◆ **Prompt**
From the entries that follow, extract each line holding the string "image".

◆ **Records for this task**
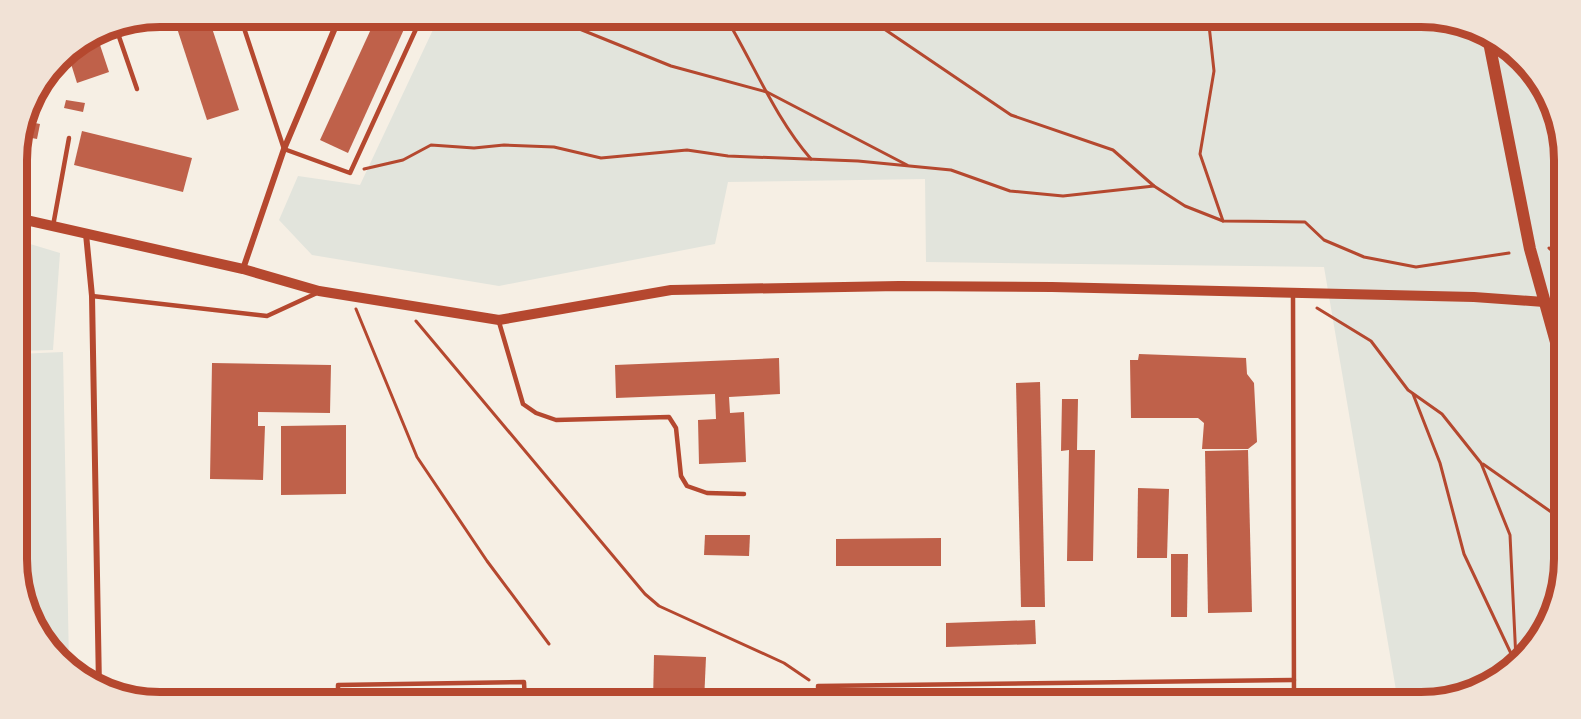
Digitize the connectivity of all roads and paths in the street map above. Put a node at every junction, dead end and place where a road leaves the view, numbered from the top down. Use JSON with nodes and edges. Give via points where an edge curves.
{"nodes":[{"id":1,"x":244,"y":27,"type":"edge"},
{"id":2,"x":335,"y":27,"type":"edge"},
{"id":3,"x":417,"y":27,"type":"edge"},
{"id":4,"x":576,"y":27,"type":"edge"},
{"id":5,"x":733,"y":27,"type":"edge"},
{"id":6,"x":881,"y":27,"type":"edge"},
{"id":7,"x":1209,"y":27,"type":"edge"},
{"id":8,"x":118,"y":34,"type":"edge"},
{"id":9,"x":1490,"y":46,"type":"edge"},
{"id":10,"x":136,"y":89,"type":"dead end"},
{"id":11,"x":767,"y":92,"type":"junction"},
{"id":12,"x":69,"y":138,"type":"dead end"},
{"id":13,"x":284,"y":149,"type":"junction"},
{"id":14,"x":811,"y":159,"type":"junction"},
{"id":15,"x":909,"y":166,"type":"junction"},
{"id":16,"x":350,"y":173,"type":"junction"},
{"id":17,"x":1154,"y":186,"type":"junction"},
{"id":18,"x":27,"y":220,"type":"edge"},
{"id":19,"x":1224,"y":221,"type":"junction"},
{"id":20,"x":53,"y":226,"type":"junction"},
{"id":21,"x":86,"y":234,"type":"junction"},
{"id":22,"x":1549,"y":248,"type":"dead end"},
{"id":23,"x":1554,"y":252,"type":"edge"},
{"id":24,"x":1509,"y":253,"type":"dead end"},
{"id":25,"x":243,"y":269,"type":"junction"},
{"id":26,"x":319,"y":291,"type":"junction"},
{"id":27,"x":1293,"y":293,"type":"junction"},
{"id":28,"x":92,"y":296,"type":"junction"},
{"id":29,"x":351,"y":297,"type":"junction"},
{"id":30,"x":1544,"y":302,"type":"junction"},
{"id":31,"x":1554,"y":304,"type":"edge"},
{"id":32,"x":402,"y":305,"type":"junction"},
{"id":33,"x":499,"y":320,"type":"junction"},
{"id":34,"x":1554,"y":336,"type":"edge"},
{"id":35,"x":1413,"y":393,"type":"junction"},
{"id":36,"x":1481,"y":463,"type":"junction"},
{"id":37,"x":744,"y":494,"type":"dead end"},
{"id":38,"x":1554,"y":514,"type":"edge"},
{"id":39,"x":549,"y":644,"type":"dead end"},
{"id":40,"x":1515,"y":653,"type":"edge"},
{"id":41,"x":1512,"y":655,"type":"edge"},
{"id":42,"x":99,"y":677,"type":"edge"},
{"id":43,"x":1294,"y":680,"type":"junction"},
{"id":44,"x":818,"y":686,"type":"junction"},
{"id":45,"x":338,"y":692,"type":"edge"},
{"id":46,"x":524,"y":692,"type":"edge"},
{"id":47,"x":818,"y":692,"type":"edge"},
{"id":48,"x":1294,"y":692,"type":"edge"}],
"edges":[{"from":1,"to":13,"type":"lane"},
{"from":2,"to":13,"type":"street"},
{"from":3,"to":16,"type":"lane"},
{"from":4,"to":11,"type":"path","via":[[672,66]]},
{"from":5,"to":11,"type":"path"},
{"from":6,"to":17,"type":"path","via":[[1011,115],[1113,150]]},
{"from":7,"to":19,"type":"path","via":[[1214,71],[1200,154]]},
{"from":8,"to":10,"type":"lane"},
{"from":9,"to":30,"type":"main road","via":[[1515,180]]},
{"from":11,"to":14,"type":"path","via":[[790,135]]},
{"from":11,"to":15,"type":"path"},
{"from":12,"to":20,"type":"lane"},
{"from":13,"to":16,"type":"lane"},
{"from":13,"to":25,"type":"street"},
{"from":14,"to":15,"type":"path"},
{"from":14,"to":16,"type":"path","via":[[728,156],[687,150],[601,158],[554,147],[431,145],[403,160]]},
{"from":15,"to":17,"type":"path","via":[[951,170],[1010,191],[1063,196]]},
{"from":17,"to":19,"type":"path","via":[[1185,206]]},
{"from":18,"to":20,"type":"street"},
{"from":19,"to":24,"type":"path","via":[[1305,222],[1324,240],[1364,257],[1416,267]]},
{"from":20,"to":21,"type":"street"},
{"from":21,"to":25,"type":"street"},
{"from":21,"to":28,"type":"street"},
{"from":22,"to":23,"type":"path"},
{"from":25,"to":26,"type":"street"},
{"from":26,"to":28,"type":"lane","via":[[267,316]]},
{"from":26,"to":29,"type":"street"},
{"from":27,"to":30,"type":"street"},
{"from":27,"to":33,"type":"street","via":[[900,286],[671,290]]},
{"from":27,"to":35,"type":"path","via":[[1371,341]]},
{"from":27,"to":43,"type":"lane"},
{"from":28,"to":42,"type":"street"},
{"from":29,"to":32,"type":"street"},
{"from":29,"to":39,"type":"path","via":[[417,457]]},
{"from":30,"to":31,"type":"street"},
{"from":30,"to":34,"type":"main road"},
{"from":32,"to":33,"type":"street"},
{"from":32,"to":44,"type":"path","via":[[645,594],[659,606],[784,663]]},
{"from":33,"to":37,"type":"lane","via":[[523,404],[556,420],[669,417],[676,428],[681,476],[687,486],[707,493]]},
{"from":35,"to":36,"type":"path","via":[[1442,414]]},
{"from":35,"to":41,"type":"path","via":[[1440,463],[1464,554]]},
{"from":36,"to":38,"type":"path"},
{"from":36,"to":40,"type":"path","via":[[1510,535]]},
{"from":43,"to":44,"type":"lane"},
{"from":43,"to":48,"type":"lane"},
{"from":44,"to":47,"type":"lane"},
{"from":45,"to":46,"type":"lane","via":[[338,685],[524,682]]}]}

* * *

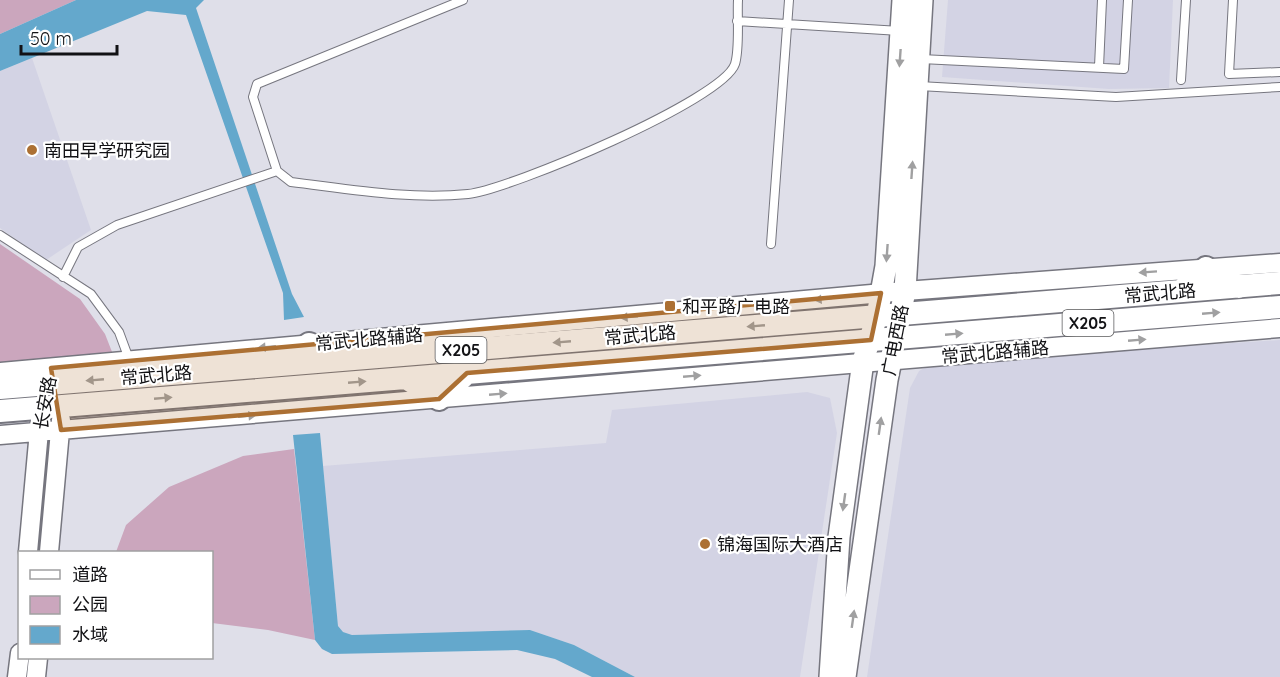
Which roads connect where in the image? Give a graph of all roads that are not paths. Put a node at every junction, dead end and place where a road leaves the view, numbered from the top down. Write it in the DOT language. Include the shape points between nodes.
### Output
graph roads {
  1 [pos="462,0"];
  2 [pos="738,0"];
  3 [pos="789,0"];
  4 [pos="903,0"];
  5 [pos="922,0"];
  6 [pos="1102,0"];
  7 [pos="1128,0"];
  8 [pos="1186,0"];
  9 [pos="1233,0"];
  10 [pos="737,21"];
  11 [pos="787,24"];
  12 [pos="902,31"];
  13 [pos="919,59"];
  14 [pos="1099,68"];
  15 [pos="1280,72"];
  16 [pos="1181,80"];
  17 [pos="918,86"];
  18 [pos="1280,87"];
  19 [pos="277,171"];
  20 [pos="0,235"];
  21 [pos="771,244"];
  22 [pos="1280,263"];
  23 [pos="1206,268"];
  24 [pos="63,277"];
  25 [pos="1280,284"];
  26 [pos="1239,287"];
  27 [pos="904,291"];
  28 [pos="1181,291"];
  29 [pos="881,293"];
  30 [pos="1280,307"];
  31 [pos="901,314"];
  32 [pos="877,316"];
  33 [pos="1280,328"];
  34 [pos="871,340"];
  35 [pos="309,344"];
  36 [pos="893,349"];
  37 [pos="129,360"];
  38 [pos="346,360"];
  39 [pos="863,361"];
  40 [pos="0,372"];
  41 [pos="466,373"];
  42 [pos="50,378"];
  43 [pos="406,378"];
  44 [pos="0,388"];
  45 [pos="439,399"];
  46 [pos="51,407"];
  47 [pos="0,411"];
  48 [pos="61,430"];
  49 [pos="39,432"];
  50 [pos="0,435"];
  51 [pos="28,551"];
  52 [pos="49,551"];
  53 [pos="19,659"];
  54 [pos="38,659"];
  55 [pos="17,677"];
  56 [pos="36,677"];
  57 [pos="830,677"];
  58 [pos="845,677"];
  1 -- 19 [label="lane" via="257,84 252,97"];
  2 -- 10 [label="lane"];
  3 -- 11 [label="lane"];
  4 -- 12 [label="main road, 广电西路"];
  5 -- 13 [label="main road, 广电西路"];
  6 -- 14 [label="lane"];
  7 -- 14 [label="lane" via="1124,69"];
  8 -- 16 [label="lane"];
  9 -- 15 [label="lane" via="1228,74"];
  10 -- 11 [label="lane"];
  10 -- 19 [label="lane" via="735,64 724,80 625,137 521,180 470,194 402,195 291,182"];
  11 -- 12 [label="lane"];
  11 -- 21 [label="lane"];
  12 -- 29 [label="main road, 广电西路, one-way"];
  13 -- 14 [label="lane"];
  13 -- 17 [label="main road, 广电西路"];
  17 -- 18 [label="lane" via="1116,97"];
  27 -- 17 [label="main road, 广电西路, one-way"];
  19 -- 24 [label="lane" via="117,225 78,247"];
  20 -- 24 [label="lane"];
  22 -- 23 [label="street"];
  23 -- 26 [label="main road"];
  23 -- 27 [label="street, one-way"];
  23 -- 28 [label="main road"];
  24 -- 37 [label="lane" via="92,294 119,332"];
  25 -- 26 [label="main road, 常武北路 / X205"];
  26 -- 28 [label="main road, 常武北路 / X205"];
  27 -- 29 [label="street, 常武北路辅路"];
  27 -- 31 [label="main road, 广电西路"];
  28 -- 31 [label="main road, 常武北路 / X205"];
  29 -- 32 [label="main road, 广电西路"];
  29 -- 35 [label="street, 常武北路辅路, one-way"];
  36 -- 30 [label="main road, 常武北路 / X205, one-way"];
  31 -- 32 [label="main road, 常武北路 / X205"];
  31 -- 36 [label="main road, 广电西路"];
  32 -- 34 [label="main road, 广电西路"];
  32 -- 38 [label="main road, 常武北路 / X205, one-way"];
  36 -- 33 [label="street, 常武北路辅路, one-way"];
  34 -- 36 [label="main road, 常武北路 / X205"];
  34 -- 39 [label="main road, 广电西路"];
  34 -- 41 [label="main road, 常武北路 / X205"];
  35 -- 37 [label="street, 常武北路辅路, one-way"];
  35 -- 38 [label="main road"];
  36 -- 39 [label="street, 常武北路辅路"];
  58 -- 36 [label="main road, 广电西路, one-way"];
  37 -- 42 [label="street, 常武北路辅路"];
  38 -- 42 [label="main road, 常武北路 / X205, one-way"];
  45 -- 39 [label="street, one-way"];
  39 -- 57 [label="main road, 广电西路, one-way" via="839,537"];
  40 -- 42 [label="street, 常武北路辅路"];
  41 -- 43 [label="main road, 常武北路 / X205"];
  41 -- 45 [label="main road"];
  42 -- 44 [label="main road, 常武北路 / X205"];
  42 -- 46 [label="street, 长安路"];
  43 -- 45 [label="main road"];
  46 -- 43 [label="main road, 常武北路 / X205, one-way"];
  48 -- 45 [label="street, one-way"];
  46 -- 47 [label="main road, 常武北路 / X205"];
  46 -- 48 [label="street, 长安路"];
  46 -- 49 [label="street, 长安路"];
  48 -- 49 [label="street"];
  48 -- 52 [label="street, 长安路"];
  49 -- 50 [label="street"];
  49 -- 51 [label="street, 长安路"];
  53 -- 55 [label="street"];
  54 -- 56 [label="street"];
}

--

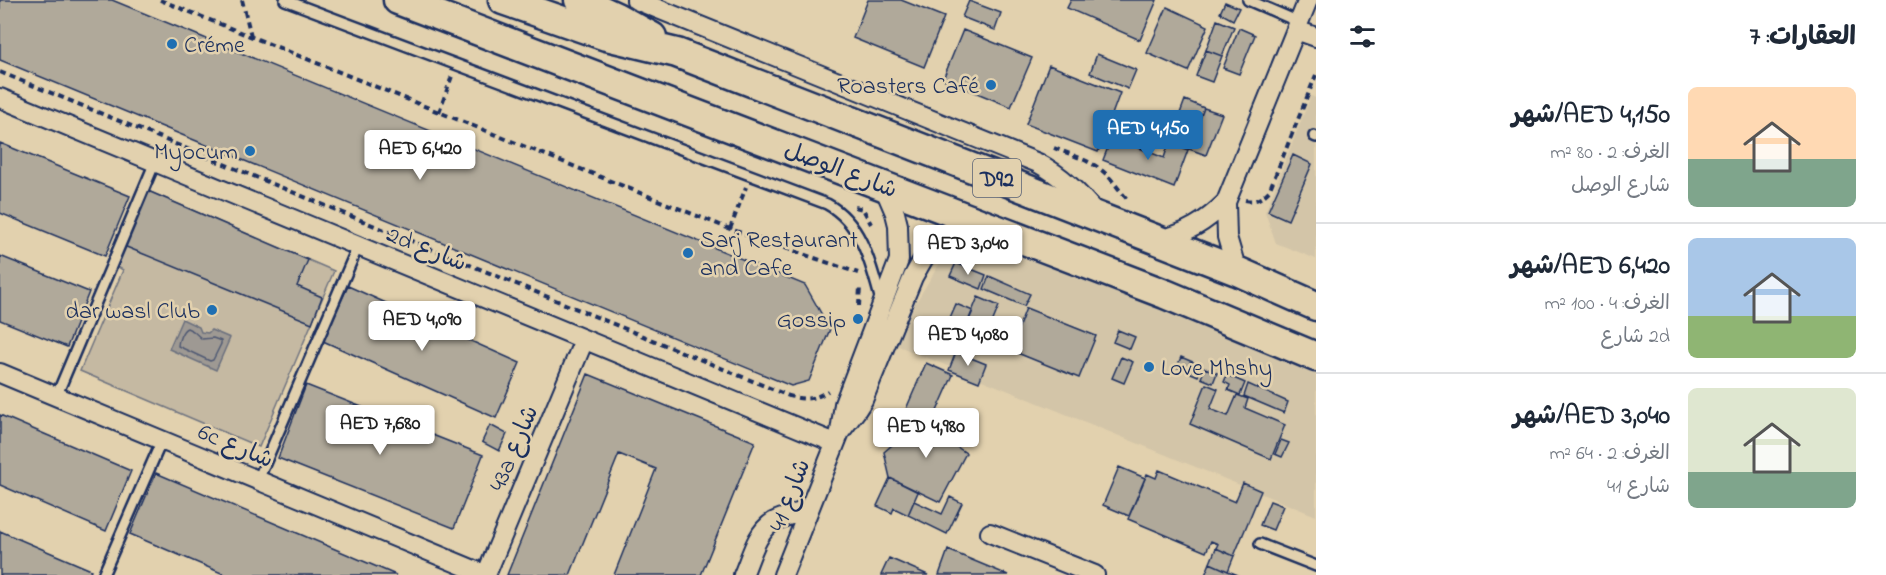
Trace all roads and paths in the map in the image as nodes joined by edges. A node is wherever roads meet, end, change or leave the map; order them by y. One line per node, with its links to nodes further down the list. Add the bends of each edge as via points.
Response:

◆ **Answer space**
Which roads connect where in the image? Give a graph of all roads that are not paths. Put a node at every junction, dead end and place where a road leaves the view, numbered from the top down. Write it in the DOT language. Include the shape points between nodes.
Trace all roads and paths in the map in the image as nodes joined by edges. A node is wherever roads meet, end, change or leave the map; order them by y. One line per node, with its links to nodes further down the list. Add the bends of each edge as via points.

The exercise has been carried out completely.